I Wish The Universe Would Stop Using My Husband To Tell Me Things

The tacos were long gone, and the kids were counting cat cookies by the time I picked up my phone and started skimming.

Dinner was technically over. I'd already endured a 20 minute chorus of nonsense, which is to say, I chatted with my six and four year old in between bites of guacamole. I figured I'd earned at least a few moments to read three dozen status updates, of which 80% combined words like "snow" and "ice" with ample sarcasm. (My favorite--a friend who announced she was "expecting again!!", and then in the fine print, told us the expectation involved 6-9 inches of snow and not 40 weeks of gestation. But I digress.)

Larry arrived for dinner just as the guacamole dwindled to dangerous levels, catching me phone-handed. But it didn't even occur to me to put the phone away. Instead, I read him a few updates, a quote from a blog post, and the weather report. Which looking back, I realize was enormously helpful in sealing my fate for the intervention that followed.

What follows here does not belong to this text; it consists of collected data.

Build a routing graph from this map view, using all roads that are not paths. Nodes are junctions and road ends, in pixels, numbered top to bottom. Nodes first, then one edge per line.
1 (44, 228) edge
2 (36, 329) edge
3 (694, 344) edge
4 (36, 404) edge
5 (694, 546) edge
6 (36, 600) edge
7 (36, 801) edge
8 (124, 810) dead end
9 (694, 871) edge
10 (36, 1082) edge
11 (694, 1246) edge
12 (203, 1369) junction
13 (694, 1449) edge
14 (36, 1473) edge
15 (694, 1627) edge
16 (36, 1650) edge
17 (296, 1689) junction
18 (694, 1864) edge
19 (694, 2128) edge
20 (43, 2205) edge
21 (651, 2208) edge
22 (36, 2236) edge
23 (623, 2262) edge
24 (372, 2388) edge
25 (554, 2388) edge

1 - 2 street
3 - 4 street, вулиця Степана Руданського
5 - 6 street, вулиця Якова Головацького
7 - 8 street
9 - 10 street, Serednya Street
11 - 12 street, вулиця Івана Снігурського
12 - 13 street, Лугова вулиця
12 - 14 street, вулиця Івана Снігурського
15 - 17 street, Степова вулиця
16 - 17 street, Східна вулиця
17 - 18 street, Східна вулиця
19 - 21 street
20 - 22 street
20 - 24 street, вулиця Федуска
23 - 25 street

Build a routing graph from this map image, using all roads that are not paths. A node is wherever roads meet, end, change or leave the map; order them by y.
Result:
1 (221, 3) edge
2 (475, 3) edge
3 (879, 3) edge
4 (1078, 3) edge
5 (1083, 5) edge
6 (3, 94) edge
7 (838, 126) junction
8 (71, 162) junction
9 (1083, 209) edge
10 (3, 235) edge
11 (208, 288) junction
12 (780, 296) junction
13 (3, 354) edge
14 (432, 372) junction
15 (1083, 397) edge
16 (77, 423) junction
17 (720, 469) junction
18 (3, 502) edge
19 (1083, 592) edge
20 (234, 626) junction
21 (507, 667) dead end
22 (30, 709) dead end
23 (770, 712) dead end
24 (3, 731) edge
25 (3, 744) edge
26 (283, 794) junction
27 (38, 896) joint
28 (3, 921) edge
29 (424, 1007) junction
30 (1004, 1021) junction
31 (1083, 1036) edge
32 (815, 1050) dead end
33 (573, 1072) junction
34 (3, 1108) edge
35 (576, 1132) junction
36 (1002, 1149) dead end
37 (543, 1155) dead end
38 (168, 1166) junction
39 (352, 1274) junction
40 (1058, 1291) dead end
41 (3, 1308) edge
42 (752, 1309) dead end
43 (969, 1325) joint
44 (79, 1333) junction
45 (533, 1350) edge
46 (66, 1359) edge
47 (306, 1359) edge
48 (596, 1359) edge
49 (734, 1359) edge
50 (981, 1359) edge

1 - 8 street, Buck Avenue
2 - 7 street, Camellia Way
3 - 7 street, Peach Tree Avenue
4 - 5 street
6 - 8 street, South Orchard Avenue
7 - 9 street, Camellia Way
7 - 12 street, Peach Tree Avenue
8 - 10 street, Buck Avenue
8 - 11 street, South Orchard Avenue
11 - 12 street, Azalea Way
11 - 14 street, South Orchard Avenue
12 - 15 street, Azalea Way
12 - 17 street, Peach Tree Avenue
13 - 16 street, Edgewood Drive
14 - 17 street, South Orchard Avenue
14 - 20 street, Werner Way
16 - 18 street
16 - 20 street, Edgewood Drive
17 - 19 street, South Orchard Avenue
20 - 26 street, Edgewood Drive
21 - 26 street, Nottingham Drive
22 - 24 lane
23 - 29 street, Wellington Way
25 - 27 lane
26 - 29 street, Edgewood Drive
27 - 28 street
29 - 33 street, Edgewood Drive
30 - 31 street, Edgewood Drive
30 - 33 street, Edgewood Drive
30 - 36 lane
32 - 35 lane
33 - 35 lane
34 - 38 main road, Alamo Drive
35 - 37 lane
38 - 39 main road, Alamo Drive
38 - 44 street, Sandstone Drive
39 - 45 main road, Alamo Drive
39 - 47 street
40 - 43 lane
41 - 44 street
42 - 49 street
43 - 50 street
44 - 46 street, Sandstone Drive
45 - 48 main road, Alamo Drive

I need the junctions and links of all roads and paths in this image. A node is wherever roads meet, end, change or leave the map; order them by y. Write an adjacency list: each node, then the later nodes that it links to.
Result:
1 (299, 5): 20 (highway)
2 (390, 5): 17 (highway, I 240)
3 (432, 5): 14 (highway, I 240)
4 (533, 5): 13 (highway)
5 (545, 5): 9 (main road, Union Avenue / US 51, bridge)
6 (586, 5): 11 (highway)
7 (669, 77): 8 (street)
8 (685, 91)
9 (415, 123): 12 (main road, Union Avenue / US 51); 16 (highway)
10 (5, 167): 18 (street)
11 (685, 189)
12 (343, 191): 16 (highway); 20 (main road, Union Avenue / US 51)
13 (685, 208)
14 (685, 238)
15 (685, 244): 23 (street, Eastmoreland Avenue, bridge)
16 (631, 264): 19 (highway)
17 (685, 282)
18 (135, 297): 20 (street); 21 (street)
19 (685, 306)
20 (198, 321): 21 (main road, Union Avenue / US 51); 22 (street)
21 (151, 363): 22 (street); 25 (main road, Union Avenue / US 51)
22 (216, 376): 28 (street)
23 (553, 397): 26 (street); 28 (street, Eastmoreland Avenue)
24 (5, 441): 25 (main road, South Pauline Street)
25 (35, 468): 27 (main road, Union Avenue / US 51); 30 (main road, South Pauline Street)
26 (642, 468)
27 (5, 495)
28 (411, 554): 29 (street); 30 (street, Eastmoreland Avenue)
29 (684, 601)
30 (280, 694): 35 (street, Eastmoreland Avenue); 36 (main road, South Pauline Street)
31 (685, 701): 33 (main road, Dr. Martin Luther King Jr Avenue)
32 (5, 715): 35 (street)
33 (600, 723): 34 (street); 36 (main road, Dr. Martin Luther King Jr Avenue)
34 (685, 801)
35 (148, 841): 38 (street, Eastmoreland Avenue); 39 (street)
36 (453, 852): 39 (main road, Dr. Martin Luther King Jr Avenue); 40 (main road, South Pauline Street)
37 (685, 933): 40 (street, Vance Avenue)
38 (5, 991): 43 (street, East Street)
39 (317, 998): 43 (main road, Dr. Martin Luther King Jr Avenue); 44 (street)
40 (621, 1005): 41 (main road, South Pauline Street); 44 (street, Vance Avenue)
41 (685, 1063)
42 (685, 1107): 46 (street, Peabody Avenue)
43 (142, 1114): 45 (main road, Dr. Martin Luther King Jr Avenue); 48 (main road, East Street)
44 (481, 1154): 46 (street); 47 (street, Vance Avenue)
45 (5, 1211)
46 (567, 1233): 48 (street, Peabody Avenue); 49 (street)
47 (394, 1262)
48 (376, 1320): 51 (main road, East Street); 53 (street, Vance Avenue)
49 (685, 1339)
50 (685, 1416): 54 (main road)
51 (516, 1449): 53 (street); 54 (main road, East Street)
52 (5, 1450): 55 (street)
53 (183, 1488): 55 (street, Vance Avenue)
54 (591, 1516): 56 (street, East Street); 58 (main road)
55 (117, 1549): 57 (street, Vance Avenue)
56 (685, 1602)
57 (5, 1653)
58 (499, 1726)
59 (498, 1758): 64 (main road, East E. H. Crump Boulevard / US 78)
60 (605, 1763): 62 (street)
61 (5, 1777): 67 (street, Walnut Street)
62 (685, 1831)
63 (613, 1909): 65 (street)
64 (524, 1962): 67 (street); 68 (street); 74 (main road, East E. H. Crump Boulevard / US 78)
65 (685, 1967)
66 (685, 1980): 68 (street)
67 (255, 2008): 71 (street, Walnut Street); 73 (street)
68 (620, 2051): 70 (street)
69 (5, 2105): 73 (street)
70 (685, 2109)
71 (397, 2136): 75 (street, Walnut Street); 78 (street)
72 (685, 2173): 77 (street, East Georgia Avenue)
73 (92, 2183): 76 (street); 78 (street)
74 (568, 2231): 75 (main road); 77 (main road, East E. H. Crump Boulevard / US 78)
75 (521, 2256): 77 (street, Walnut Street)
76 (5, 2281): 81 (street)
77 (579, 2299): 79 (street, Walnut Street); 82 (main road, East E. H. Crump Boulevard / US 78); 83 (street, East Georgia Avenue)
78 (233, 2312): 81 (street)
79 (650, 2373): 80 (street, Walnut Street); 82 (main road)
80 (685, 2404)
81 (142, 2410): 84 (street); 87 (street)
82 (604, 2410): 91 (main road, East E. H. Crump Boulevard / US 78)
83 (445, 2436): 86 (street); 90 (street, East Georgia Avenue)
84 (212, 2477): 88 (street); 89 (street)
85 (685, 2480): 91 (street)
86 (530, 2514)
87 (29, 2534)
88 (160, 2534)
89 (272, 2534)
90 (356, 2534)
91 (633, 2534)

When the Eternal Quest to Put the Kids to Bed was finally behind us, he started the spiel. Distracted, disengaged, and this is a problem--how do you not see it? I didn't like the spiel. At all. I tried defensiveness, deflection, and I might have tried a bit of sarcasm (which works so well in Facebook, why not real life?)

But guess what. That cussity-cuss-cuss spiel was accurate. He was right. (There. I said it. HAPPY now, Dear? ) By the end of the evening, I understood and agreed. This hyper-connected, email and internet obsessed mother can do better. I need to do better.

This morning, he emailed me this WP article. (Yes. Emailed. Oh the irony.)

And then it was clear that the universe was trying to tell me something.
(I just wish the universe would stop using my husband to tell me things. It's getting annoying.)

I live distracted at baseline, and the ridiculous lengths to which I take multitasking are not doing me or my tasks any favors. 

I'll give you an example if you promise not to judge: updating TurboTax while on the phone with doctor's office while overseeing homework while preparing dinner. But so you don't think I'm totally crazy, I had a good 8 minutes to kill while the pasta was boiling.

I know I need to make some concrete changes, specific resolutions on which I can feasibly follow through. I'm comfortable with the amount of "focused" time I spend online--that's at least one area where it's not excessive. Where I am faltering is in how distractable I am, how I reach for the phone way too often, how I skim and glance and check instead of giving one thing my full attention.

And so (again in a stroke of ironic genius--or oxymoronic behavior--you choose), I turn to the internet to help me figure this out.

What should I do differently, give up, do less of? What boundaries have you set to instill balance in your use of technology? Has it worked? Is it safe to assume I'm not getting an iPhone 4 for Valentine's Day? (Wait. Don't answer that one.)